TASK INPUTS:

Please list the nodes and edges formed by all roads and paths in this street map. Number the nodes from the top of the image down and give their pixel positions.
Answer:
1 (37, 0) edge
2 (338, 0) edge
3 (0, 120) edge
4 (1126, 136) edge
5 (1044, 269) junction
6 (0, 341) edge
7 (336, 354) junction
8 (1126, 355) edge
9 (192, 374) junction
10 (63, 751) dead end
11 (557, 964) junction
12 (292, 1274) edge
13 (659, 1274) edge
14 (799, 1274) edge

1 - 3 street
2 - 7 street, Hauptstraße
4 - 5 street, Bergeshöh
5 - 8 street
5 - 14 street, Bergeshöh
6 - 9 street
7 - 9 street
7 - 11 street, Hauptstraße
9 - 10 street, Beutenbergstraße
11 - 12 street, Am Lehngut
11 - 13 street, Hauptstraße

* * *

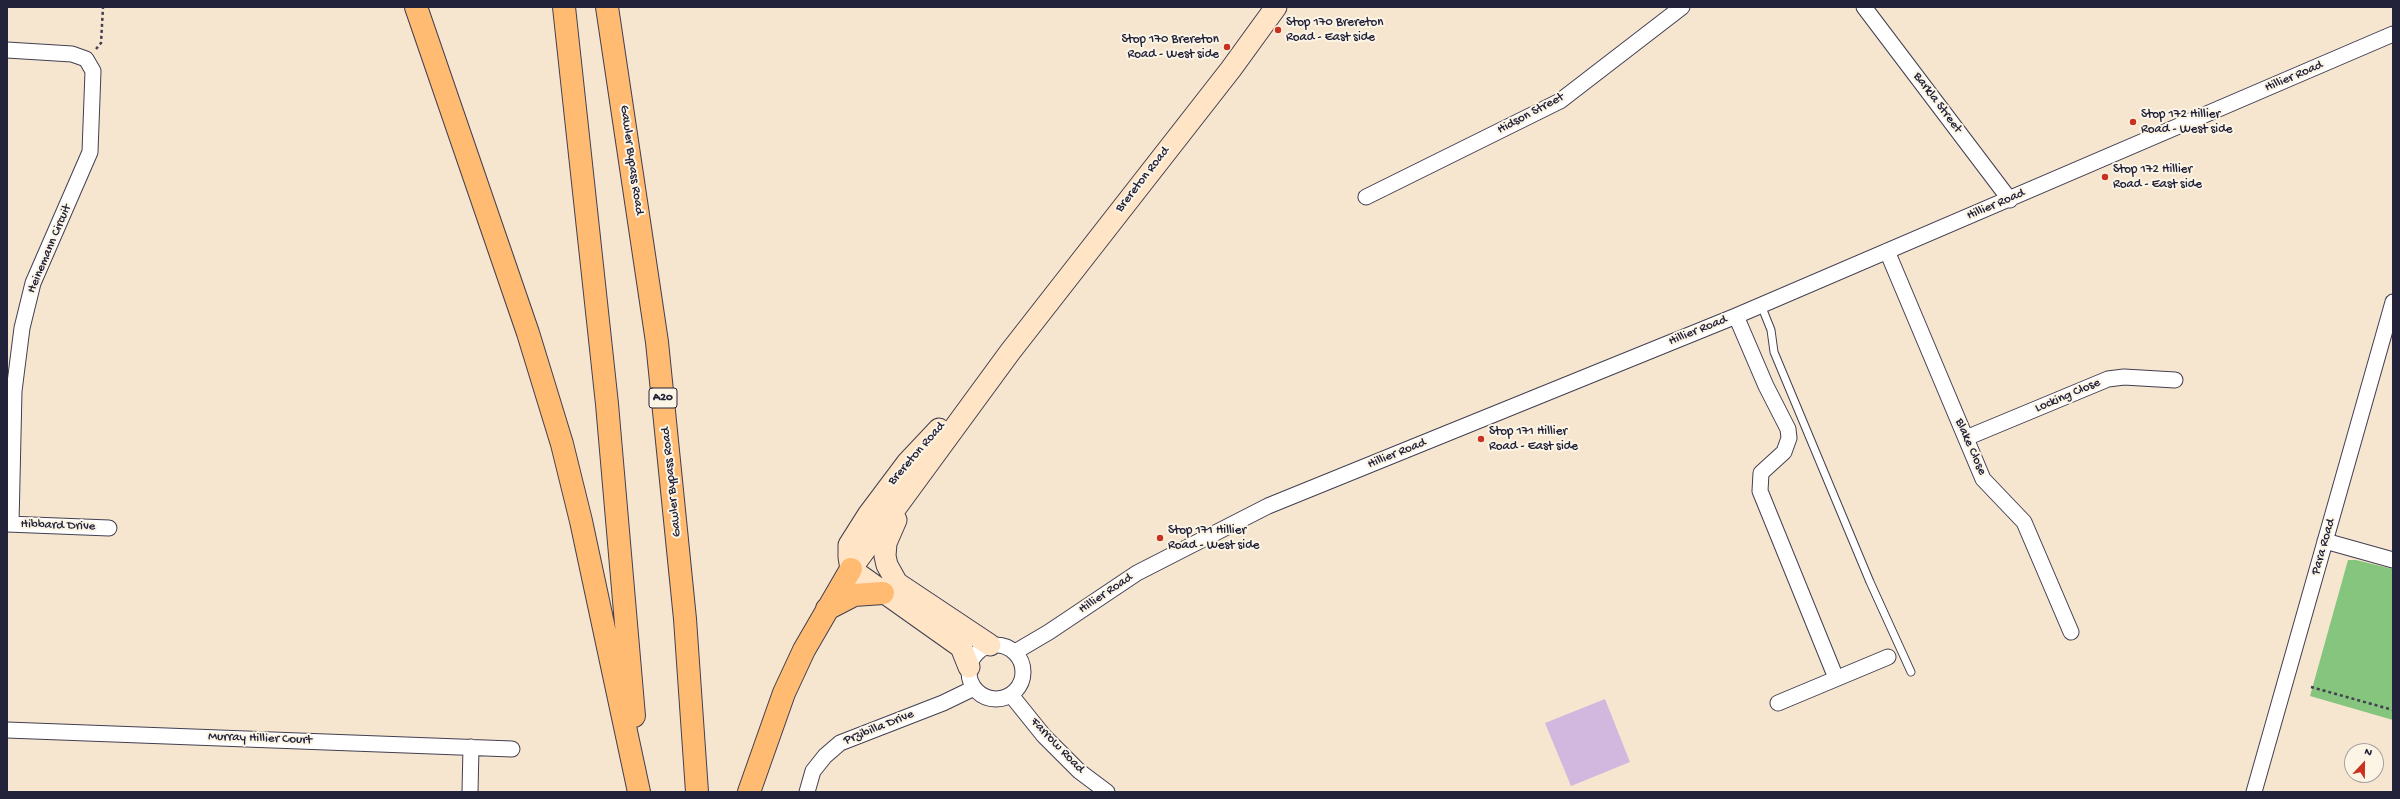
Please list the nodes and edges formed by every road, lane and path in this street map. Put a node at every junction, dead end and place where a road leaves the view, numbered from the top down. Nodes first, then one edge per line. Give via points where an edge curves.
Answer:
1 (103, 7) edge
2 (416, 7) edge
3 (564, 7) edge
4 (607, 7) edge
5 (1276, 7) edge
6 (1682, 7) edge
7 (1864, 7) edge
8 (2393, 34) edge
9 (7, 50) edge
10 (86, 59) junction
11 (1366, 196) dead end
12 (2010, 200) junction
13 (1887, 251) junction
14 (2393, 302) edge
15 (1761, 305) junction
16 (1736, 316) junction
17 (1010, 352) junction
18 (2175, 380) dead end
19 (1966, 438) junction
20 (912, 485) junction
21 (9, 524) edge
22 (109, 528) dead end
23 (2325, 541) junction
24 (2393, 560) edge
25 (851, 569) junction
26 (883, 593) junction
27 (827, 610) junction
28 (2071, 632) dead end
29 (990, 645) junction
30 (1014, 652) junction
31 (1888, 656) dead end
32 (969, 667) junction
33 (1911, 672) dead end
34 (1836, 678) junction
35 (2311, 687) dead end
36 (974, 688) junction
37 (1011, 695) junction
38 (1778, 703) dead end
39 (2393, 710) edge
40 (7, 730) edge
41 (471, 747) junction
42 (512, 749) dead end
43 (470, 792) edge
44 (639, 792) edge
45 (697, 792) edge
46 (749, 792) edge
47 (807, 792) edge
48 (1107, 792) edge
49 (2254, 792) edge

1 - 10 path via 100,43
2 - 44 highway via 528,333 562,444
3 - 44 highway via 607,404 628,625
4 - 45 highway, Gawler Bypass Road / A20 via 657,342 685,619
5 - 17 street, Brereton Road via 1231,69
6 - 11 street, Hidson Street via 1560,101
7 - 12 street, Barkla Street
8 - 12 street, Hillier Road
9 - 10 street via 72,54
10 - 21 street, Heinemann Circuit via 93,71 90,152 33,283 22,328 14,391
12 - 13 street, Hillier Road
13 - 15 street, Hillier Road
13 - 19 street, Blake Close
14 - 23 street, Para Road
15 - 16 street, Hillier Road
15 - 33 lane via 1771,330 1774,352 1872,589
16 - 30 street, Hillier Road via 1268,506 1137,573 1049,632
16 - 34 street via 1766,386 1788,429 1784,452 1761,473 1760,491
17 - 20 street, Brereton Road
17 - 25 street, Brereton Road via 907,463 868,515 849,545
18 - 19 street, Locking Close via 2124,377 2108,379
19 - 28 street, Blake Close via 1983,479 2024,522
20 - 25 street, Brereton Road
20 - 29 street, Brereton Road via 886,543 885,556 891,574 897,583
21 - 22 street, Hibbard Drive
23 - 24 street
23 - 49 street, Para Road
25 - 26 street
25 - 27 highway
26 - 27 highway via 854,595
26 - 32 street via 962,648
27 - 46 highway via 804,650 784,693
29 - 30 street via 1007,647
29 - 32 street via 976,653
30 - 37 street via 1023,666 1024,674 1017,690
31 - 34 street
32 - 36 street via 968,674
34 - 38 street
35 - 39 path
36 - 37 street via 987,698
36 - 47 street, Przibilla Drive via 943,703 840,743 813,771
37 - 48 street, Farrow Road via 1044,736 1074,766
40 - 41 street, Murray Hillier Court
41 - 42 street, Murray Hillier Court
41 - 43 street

TASK DIRECTIONS: For each line in the data that holds "nodes", add one to a count, then report that count alone.

EXPECTED OUTPUT: 2